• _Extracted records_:
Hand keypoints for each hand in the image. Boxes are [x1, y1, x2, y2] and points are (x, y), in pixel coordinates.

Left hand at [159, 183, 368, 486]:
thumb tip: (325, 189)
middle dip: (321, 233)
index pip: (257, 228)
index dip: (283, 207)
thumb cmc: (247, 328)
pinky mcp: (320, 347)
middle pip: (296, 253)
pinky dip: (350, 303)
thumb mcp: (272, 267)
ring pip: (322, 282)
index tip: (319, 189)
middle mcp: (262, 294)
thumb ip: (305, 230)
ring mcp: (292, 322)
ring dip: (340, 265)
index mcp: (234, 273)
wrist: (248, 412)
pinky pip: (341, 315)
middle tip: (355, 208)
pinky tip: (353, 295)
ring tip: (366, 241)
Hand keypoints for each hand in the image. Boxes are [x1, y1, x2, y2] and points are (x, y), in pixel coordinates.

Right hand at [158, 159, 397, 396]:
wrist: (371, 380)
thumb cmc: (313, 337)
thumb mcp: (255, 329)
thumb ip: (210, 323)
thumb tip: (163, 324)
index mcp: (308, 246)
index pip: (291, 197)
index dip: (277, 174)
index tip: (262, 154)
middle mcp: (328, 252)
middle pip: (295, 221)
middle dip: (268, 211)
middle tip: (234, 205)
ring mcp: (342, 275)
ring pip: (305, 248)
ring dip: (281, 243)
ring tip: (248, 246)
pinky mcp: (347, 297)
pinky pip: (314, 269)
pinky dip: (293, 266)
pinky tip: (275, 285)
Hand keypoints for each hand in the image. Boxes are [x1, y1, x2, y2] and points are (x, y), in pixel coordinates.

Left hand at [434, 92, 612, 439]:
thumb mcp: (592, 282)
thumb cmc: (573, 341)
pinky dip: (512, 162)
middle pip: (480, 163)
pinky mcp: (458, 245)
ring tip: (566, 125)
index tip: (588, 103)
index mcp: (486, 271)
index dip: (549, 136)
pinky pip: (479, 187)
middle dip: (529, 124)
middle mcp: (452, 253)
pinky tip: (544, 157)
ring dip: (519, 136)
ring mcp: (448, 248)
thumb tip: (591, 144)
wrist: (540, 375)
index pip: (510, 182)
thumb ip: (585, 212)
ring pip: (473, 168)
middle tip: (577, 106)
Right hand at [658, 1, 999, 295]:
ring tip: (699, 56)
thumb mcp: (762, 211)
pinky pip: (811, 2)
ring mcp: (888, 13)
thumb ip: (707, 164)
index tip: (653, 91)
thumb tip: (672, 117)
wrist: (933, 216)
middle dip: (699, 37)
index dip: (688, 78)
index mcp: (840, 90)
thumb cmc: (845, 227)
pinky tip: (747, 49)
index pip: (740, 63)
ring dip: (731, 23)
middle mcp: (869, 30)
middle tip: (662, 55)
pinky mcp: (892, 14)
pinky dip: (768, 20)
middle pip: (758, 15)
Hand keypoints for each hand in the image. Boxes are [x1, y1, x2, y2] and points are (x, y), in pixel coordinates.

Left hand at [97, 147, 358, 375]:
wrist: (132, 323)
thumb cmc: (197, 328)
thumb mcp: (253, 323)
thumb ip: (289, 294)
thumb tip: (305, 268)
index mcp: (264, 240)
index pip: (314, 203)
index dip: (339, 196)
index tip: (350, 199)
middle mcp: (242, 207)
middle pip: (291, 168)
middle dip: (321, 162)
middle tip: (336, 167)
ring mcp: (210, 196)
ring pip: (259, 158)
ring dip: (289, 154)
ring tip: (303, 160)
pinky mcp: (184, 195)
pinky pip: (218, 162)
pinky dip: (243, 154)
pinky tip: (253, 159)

• _EXERCISE_:
Work through the entries, filtering for the string "Left", and copy each line that holds it.

• _WRITTEN SOLUTION_:
Left hand at [159, 183, 368, 486]:
Left hand at [434, 92, 612, 439]:
Left hand at [97, 147, 358, 375]:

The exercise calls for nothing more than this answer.